--- Source records Enclosed Below ---
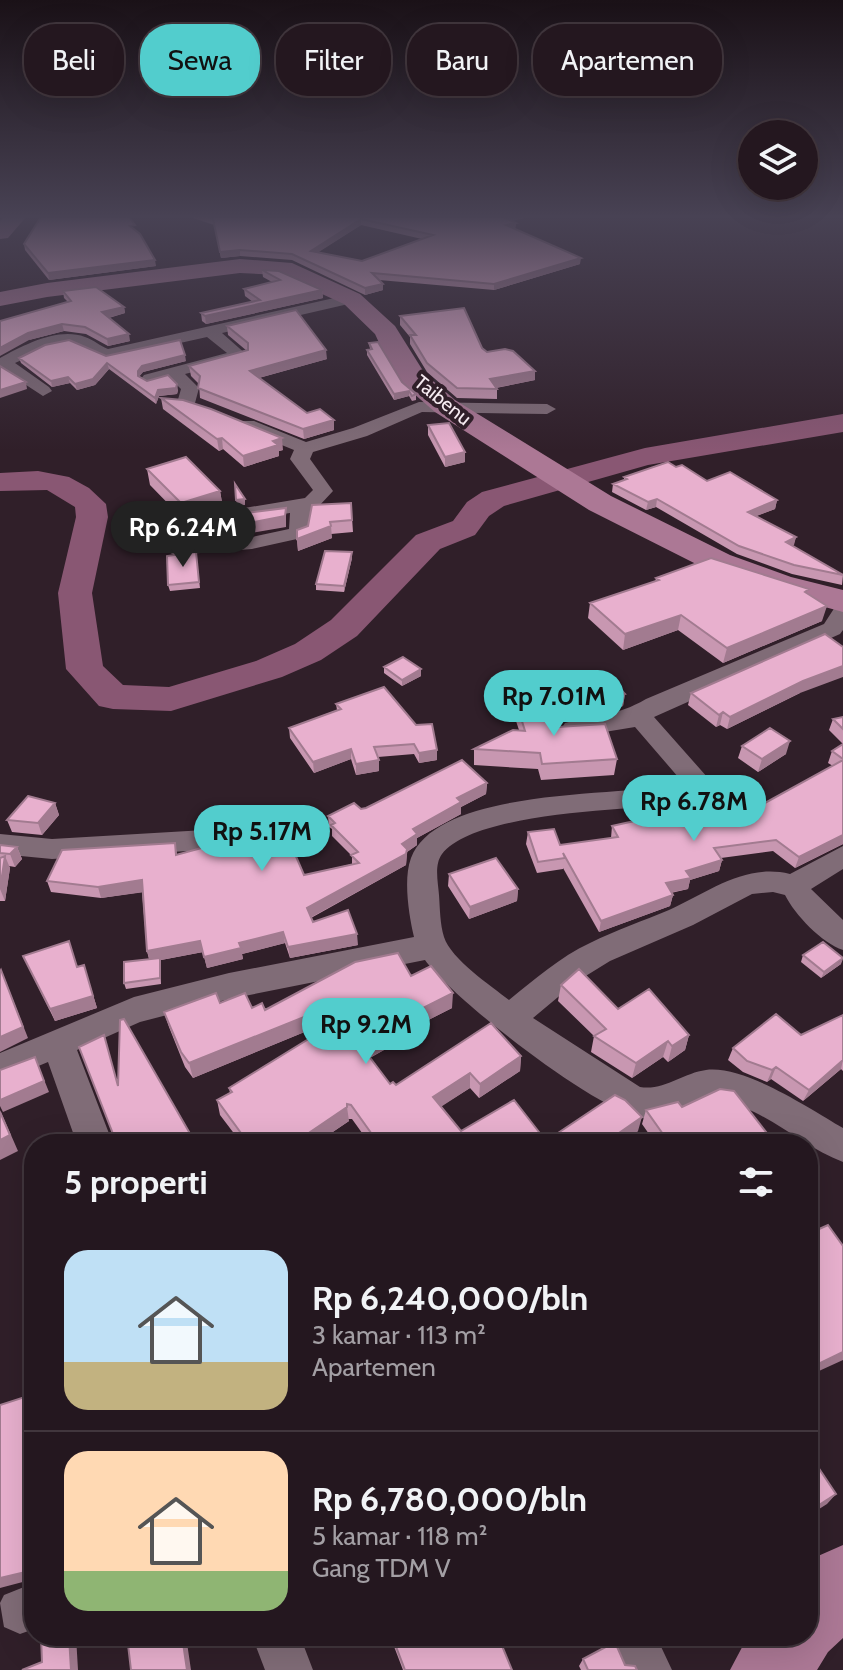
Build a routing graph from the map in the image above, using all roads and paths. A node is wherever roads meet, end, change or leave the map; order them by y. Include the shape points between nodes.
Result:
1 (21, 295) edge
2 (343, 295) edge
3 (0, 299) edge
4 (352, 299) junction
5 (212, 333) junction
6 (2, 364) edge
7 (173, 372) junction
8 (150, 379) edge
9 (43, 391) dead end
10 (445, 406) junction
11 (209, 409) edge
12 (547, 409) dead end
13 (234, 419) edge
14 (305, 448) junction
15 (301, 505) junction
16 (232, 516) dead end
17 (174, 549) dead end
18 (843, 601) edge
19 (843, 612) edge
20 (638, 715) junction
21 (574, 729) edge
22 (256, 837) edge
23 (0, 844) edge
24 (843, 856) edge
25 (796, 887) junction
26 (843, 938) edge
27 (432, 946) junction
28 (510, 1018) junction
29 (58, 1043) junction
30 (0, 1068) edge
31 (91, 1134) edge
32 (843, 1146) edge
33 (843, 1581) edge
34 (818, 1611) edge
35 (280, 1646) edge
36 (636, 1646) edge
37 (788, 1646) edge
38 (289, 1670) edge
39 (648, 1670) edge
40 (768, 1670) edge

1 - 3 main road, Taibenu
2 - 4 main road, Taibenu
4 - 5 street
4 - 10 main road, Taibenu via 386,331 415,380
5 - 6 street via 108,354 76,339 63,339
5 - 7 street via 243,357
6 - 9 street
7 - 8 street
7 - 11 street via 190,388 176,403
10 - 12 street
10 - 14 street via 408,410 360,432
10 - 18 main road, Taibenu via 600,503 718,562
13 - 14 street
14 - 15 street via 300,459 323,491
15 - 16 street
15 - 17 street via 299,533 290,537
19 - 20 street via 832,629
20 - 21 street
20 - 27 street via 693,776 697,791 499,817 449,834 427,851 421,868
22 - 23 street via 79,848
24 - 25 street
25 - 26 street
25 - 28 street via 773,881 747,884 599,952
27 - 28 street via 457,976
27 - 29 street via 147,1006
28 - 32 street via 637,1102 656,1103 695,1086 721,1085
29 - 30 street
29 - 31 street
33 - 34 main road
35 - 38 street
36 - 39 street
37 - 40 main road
--- End of Enclosed Source records ---
**Task requirements**: Report every line of the data in which "main" appears.

**Expected answer**:
1 - 3 main road, Taibenu
2 - 4 main road, Taibenu
4 - 10 main road, Taibenu via 386,331 415,380
10 - 18 main road, Taibenu via 600,503 718,562
33 - 34 main road
37 - 40 main road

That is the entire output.